— Task —
Number of lines below with the word "paths": give it and nothing more.

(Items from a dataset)
★ ★ ★ ★ ★
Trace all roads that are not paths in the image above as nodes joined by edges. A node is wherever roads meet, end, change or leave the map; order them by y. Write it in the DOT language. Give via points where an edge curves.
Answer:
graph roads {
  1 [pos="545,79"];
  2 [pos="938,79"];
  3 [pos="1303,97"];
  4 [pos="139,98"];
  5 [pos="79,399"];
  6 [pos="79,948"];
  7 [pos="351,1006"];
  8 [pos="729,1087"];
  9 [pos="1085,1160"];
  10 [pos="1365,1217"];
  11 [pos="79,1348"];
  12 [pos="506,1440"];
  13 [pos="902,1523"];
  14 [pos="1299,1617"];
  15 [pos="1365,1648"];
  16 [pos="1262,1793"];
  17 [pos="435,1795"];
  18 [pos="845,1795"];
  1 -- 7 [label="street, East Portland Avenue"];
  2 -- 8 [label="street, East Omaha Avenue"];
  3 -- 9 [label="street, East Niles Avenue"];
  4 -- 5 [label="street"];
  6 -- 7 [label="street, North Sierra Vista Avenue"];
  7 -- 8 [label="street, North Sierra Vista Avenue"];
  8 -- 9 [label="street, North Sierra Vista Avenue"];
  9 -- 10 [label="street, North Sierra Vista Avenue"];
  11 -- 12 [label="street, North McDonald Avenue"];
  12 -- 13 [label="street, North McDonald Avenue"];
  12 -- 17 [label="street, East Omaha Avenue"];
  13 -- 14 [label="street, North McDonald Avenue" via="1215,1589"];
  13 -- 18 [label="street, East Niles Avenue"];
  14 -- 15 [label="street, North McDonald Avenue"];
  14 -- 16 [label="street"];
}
★ ★ ★ ★ ★
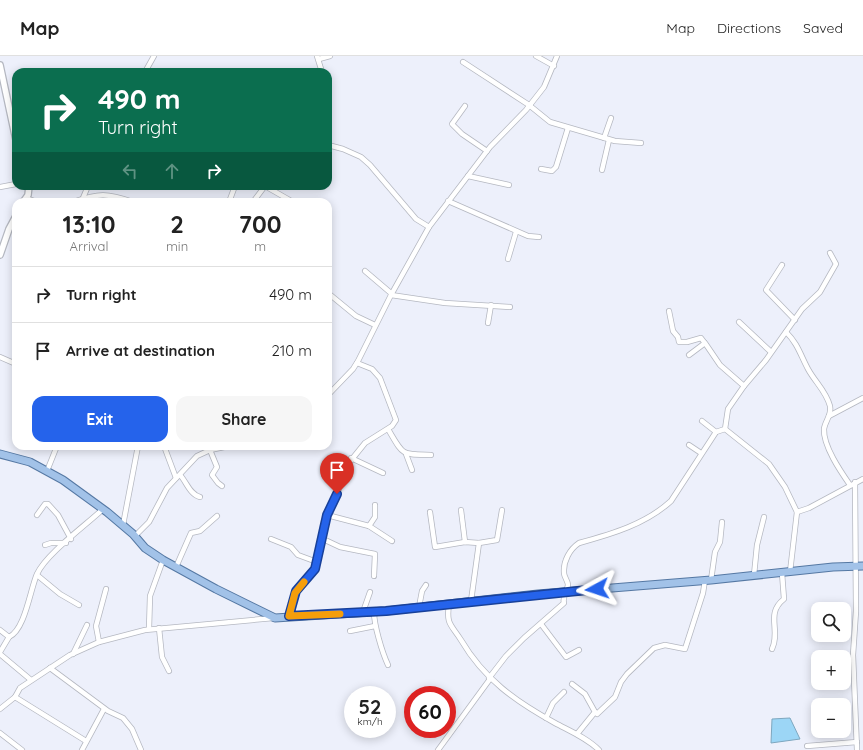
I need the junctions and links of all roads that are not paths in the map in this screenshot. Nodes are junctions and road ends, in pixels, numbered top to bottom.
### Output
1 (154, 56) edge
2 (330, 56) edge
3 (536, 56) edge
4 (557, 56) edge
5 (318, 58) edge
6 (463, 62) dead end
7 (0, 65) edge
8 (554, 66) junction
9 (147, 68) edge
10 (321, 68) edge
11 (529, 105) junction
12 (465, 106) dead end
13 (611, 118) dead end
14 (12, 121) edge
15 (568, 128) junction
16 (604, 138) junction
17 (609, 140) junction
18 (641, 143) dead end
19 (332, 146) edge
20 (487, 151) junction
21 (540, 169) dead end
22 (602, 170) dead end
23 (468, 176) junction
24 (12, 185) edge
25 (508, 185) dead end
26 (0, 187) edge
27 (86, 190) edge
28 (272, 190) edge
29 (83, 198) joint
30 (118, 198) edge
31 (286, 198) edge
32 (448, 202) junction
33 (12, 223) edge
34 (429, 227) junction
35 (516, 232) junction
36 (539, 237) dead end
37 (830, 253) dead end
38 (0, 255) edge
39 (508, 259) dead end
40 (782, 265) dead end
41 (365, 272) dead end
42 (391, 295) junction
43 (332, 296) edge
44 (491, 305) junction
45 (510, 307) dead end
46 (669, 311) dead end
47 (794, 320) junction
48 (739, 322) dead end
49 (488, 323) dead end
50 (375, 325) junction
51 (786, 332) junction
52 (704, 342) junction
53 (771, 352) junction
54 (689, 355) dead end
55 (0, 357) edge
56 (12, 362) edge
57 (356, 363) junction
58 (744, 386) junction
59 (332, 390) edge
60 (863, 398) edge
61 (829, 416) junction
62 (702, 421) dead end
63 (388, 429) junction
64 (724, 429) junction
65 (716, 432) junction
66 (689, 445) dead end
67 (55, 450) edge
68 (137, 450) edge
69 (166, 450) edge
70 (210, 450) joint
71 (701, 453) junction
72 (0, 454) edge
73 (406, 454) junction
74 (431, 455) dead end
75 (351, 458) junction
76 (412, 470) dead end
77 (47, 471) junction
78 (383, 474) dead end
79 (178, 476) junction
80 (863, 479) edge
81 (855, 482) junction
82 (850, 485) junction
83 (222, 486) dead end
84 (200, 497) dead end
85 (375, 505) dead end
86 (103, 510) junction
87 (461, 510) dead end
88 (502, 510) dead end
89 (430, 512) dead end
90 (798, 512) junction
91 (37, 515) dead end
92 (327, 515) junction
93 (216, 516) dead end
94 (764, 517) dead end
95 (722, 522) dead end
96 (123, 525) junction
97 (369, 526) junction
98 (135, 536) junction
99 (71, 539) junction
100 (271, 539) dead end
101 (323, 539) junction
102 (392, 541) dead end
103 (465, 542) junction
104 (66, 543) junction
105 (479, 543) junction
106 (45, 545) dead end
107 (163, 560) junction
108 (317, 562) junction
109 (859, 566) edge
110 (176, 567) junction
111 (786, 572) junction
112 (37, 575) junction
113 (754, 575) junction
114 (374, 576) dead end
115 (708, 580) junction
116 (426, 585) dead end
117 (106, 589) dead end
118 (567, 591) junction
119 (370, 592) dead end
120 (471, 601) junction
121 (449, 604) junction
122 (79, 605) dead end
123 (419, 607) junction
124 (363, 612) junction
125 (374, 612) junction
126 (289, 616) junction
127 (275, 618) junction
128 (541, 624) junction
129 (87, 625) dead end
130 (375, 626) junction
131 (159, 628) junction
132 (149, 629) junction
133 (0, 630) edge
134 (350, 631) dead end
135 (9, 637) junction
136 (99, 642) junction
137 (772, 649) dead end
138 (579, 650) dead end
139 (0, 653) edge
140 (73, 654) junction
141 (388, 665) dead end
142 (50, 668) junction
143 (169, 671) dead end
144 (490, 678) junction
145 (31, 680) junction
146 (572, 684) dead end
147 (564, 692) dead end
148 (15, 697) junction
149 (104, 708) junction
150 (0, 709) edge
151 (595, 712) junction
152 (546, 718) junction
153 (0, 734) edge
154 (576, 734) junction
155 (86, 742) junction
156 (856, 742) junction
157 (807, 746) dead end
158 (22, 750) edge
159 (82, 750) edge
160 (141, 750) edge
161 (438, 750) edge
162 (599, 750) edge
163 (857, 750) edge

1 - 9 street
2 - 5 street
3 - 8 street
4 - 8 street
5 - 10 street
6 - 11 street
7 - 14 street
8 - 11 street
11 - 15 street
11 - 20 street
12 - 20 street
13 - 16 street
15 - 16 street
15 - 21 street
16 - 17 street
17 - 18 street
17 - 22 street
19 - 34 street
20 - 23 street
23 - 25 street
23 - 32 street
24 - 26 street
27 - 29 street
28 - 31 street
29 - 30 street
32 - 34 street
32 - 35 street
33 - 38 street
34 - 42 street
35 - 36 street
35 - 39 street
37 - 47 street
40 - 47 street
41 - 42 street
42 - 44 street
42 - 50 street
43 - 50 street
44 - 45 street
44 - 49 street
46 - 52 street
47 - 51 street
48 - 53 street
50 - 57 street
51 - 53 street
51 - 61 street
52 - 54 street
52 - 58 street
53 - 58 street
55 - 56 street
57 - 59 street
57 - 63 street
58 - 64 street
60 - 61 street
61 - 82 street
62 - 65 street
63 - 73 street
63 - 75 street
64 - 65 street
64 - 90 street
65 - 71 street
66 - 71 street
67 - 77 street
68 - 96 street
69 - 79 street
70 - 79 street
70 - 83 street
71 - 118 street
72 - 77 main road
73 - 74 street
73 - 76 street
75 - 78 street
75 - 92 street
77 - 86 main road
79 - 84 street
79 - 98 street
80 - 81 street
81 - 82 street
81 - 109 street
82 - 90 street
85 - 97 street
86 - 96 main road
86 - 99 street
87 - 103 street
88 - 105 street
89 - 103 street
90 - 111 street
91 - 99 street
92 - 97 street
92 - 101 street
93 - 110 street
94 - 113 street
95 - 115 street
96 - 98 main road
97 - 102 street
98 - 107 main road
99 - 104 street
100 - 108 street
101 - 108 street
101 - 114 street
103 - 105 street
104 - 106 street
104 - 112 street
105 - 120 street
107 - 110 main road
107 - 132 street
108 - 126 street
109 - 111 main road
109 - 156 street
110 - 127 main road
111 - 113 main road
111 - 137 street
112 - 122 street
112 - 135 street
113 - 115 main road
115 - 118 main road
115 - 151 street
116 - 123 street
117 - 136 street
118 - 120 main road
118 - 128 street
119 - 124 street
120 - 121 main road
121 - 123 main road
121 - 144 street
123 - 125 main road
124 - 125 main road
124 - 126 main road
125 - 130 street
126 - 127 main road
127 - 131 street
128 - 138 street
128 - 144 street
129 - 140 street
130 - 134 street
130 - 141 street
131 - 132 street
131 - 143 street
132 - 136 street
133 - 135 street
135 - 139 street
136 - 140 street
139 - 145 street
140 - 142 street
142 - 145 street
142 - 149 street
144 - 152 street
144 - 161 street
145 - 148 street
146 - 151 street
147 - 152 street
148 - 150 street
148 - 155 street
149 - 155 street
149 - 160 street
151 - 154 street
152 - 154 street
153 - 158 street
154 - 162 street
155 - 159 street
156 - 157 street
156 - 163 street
★ ★ ★ ★ ★
— Problem solution —
2